** Supplied records follows **
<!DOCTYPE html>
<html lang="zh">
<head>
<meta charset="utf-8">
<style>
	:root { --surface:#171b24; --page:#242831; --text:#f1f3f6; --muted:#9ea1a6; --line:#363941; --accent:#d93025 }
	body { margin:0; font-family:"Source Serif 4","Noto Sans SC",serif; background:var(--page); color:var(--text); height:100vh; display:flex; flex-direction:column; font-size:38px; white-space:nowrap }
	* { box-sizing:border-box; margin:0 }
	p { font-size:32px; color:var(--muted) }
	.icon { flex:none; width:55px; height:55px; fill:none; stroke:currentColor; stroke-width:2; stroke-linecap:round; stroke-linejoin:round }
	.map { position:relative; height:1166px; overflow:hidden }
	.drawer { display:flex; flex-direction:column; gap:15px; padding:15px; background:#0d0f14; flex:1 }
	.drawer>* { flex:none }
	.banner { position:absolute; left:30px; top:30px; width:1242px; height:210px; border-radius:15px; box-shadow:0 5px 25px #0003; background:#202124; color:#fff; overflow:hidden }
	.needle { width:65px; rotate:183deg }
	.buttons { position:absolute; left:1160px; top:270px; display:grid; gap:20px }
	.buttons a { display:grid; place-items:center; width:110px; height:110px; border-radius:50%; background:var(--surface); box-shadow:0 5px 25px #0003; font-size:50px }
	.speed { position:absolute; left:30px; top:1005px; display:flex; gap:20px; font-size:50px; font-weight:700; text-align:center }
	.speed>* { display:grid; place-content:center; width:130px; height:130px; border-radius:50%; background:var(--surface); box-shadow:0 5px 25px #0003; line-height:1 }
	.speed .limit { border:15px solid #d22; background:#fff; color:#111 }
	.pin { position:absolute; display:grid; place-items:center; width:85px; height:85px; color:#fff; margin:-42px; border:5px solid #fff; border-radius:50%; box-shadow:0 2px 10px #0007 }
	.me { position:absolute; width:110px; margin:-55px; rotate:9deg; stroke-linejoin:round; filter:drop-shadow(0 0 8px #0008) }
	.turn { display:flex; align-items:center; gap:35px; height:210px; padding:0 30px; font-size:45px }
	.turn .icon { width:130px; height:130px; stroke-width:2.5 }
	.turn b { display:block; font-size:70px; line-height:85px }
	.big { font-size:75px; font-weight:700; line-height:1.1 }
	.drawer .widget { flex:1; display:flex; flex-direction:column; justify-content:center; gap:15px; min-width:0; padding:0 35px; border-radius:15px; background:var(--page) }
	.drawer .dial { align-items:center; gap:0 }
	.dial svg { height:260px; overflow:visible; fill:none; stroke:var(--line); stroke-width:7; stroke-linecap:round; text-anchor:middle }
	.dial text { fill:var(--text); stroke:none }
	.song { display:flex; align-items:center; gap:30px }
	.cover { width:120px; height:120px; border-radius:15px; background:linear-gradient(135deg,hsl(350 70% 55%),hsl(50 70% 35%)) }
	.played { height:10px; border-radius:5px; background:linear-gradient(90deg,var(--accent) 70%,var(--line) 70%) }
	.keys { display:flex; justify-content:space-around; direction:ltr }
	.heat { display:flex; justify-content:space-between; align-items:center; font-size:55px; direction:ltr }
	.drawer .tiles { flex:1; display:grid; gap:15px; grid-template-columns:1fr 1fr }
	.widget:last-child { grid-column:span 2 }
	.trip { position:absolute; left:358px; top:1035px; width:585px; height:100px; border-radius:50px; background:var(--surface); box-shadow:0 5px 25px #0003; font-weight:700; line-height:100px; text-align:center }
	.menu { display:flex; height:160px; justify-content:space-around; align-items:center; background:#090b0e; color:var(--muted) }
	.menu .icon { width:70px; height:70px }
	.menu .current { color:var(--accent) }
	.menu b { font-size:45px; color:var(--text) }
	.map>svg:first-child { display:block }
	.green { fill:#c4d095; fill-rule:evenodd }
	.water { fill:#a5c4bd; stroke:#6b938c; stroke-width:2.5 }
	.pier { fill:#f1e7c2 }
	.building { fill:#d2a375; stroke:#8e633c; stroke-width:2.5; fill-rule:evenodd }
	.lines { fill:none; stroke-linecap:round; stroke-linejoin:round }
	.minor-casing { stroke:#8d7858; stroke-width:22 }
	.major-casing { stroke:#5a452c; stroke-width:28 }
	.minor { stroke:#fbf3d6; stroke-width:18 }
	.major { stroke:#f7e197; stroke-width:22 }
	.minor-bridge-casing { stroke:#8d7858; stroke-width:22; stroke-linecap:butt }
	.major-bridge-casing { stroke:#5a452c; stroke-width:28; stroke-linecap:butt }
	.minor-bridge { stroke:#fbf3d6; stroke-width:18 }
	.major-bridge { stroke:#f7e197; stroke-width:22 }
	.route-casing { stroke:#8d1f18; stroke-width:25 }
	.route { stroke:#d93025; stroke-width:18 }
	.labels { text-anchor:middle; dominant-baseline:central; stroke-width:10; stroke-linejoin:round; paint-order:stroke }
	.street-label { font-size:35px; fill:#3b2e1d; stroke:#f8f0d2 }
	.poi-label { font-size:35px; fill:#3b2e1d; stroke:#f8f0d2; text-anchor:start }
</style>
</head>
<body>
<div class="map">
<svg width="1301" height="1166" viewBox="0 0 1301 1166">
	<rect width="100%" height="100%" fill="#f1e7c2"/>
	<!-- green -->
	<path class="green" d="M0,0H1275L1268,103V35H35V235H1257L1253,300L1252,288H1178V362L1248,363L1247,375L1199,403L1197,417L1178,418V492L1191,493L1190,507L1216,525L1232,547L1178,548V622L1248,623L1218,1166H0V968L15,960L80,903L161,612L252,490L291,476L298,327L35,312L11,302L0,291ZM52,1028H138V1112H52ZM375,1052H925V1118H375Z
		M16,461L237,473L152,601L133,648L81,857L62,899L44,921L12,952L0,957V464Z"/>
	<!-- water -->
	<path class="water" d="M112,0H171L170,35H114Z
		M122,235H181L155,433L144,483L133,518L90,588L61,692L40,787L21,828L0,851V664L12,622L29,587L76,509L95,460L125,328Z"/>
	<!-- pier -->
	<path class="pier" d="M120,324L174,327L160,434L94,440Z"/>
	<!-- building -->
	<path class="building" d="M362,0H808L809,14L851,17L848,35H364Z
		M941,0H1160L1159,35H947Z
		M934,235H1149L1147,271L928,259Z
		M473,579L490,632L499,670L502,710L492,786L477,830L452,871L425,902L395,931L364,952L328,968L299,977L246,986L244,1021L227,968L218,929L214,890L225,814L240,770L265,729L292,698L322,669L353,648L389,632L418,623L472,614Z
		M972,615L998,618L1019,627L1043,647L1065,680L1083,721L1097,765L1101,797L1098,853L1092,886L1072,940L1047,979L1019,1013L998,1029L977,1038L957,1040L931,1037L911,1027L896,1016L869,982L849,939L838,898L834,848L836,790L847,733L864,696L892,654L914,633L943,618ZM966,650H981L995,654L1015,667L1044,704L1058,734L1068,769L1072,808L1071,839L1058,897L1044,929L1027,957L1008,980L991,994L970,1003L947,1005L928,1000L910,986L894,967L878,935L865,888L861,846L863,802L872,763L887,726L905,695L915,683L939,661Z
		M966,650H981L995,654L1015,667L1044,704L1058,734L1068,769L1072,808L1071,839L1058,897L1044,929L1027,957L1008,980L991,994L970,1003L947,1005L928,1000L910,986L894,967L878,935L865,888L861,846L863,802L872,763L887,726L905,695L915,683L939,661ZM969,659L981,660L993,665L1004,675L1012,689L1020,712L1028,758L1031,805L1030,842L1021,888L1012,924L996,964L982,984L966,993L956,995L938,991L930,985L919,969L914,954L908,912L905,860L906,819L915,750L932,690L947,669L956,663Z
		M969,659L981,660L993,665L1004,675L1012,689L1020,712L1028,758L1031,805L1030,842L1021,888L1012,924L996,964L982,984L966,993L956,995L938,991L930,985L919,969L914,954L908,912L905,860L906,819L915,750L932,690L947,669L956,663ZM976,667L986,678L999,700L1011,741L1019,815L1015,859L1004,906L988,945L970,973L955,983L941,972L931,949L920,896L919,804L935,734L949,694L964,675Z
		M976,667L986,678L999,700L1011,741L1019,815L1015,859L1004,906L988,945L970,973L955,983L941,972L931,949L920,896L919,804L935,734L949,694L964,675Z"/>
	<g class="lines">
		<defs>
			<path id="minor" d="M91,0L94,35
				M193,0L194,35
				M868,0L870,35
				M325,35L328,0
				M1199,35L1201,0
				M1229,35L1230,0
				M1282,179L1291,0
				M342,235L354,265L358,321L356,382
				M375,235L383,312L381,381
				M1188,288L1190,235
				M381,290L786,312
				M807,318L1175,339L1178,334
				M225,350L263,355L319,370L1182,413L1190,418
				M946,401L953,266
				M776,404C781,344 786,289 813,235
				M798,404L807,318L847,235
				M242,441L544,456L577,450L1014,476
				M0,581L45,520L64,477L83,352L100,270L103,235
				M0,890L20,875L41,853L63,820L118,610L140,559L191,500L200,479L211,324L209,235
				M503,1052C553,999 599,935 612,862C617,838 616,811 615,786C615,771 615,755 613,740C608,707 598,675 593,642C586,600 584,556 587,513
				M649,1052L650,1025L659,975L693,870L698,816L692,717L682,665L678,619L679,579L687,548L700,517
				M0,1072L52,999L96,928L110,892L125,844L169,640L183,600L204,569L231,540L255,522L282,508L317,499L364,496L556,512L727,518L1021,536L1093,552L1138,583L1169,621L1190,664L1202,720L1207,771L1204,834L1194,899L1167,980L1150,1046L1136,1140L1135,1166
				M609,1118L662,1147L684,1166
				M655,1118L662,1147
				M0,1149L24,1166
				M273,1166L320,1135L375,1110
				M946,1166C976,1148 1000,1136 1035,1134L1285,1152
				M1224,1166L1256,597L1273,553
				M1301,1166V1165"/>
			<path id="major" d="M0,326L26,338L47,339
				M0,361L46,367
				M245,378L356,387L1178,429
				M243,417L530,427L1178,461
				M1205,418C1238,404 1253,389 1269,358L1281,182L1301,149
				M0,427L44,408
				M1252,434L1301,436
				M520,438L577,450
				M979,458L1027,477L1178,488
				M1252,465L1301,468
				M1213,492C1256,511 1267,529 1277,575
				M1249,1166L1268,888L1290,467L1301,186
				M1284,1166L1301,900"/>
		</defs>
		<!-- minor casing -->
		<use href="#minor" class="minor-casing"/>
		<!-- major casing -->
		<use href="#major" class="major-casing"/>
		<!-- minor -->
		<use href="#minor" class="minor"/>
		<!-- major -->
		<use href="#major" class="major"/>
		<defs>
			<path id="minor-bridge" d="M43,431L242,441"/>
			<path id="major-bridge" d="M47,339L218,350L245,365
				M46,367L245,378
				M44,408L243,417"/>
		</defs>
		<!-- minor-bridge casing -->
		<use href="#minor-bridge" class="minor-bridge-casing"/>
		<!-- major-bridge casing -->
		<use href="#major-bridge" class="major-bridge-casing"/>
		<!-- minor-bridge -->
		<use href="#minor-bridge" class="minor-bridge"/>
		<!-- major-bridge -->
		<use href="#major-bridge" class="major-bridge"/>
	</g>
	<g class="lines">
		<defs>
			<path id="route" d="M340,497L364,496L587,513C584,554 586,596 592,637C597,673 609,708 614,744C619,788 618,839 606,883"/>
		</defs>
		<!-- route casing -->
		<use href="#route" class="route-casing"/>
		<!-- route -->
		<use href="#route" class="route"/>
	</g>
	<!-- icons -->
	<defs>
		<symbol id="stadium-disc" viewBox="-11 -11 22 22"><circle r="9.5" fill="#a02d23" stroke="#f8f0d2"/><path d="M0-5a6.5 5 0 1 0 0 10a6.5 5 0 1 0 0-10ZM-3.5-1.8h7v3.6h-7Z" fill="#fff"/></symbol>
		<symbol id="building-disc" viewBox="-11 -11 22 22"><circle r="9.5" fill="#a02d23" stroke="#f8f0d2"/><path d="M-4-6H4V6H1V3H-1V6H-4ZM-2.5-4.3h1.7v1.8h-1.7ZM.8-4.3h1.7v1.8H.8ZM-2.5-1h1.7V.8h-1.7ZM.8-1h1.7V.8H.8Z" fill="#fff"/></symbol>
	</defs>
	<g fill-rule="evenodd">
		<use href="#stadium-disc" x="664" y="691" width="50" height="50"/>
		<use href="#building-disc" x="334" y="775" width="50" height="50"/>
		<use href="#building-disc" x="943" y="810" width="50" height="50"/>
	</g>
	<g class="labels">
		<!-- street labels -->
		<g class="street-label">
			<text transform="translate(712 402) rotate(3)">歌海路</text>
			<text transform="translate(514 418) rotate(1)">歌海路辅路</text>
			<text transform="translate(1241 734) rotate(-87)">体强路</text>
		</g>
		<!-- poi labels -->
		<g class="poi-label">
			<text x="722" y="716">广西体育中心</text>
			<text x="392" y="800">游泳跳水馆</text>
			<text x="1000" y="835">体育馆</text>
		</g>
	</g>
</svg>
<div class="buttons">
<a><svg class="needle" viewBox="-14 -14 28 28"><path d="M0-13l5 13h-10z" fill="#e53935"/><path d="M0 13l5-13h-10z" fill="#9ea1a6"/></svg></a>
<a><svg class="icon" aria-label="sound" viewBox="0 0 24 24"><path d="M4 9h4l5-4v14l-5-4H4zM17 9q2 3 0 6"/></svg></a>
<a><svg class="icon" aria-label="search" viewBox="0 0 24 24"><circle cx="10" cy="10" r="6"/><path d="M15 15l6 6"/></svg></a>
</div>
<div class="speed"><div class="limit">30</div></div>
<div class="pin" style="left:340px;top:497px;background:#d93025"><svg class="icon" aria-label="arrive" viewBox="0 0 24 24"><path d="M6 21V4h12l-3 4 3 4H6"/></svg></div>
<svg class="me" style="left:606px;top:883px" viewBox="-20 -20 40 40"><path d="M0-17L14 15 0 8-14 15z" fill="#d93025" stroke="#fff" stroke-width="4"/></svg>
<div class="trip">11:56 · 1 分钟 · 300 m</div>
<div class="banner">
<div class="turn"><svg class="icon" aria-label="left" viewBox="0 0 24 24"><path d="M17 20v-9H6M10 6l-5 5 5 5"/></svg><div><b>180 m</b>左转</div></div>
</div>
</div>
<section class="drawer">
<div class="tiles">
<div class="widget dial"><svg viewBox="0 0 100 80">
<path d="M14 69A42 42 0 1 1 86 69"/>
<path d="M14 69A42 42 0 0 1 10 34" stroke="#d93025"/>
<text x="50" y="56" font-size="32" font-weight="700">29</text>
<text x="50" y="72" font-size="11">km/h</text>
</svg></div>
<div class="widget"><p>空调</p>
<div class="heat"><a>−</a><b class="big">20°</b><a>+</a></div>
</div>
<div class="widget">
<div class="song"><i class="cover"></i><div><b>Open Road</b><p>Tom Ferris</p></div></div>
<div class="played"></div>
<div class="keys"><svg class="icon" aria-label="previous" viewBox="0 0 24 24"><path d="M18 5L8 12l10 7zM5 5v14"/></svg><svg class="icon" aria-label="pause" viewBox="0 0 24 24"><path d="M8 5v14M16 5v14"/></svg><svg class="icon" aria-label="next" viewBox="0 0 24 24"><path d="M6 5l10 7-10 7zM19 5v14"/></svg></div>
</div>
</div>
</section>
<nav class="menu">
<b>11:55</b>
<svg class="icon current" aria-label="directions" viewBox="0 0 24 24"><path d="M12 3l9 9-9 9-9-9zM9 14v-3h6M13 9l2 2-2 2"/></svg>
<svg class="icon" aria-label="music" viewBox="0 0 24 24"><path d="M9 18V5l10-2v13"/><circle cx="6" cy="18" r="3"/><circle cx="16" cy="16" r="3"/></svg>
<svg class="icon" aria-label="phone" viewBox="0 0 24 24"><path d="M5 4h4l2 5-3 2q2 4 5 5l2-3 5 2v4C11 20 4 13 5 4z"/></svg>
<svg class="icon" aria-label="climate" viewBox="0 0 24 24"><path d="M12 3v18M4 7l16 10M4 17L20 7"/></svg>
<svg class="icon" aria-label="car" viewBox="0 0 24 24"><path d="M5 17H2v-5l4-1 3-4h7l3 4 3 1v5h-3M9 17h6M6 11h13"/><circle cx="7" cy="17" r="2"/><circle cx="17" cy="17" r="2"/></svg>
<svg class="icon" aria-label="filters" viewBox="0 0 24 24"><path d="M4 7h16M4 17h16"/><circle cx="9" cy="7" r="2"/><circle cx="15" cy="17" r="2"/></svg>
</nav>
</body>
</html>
** End of Supplied records **
Your task: Show every line of the listing in which the string "heat" can be found.

Response:
	.heat { display:flex; justify-content:space-between; align-items:center; font-size:55px; direction:ltr }
<div class="heat"><a>−</a><b class="big">20°</b><a>+</a></div>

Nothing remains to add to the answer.